悔しさをその身に刻むかのように、優勝を喜ぶ前橋育英の選手たちから目をそらさなかった伊藤。「負けたのだから相手のことは称えなきゃ」という想いも。写真:金子拓弥(サッカーダイジェスト写真部)

[インターハイ決勝]帝京0-1前橋育英/7月30日(土)/鳴門・大塚スポーツパークポカリスエットスタジアム

 「優勝と準優勝の差はこれだから。絶対に忘れるなよ」。優勝の喜びに沸きながら集合写真を撮る前橋育英(群馬)の選手を尻目に、ピッチの反対サイドで静かに記念写真を撮る帝京(東京)の選手に対して日比威監督は言葉をかけた。

 言葉は監督自身に言い聞かせていたようにも思う。「東京で負けるのもそうだし、ここで負けるのもみんな一緒。負けるのは全て一緒」。試合後の取材では、こんな言葉を口にしていたが、名門復活を示す日本一にあと一歩の所まで迫りながらの敗戦。「今回、準優勝して、新たな山を見つけたので、そこを登るだけですね」と続けた指導者からは、今大会での悔しさを次に繋げようとする強い意志を感じた。

 監督の言葉を受け、選手たちは喜ぶ前橋育英の選手たちをしっかり目に焼き付けていた。「正直もう1ミリも見たくなかったですけど、見ることが一番悔しいことだと思う。負けたのだからしっかり相手のことは称えなきゃと思って、ずっと見ていた。ロッカールームに戻ったら、みんなに『ここまで戦ってくれてありがとう。だけど、まだ冬があるので全員で落とさず、もう1回この悔しさを忘れず、次は勝とう』と言いたい」。そう口にするのは主将のFW伊藤聡太(3年)だ。
 
 打たれたシュートは10本に対し、帝京高のシュートは前半の2本。だが、前半の終了間際にカウンターから伊藤がドリブルで相手ゴール前まで持ち込み、DF大田知輝(3年)がGKとの1対1に持ち込むなど惜しい場面は確実にあった。第三者から見れば、差は小さかったように見えたが、監督、選手ともに大きな差があったと声を揃える。

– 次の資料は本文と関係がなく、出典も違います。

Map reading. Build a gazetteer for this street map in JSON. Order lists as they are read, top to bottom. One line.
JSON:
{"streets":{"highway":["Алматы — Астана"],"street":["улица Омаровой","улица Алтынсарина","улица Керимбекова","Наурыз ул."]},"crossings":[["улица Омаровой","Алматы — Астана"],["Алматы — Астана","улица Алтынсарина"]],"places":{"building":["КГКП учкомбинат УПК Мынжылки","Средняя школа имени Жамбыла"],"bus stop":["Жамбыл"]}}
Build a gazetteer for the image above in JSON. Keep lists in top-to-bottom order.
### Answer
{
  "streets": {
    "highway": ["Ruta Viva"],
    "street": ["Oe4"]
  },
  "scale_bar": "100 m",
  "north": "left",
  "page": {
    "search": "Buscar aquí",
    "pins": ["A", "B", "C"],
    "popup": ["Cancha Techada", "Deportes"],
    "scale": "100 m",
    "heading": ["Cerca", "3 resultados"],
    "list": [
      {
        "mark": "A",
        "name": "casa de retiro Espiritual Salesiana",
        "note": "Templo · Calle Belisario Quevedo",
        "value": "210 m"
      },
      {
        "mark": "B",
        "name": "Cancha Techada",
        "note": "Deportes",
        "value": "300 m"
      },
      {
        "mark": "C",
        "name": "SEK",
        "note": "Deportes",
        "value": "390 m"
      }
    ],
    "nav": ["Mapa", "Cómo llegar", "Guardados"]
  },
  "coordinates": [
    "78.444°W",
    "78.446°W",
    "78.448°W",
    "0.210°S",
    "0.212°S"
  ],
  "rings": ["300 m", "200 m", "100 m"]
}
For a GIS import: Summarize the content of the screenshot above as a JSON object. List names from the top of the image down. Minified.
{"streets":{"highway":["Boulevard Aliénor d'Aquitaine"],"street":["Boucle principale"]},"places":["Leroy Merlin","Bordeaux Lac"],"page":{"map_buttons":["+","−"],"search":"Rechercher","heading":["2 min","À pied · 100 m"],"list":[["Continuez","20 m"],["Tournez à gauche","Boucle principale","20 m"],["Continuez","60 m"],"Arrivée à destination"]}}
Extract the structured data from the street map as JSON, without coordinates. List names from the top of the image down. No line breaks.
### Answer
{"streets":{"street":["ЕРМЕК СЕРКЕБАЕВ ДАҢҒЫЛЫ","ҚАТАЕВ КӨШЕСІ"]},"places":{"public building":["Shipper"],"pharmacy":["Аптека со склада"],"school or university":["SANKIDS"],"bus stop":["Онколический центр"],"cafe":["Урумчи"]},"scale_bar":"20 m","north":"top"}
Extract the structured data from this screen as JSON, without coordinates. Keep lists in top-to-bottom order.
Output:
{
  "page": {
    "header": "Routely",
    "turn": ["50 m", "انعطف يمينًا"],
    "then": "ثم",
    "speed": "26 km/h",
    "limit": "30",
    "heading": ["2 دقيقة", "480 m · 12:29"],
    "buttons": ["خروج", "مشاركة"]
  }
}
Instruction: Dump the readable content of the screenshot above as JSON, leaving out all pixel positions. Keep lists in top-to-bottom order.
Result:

「決めるとこを決めないといけない。試合を重ねることによって、前橋育英さんはフィジカル的にも、ワンタッチを差し込む技術も上だった。ゲーム的には決定的な場面が同じぐらいとは言えませんが、お互いにあった。決定機を作る機会は多かったけど、決定機の作り方が私たちよりも上だった。ワンタッチで差し込む所、判断のスピードが明らかに違った」(日比監督)。

 本気で日本一を狙っていただけに悔しさは強い。一方で、発展途上である夏に本気の試合、全国でもトップクラスのチームとの試合を6試合も経験し、課題が明確に出たのは収穫だ。得た課題を冬の選手権で活かせるか。これからが帝京にとって、本当のスタートだ。

「帝京高校は主役なので、夏獲れずに冬獲ったらみんな感動できるんじゃないかと思います。一種のエンタテインメントとして良かったんじゃないかと思います。プリンスリーグもありますし、ここからどんどん全員で成長していければと思います」。試合後に伊藤はこんな言葉を発したが、悔しい夏から冬に頂点まで駆け上がるのはストーリーとして美しいし、見てみたい。

「これから楽しみにしてください」。取材終わりにそう言って会場を去った伊藤、そして帝京の選手たちなら冬に最高のハッピーエンドを見せてくれるに違いない。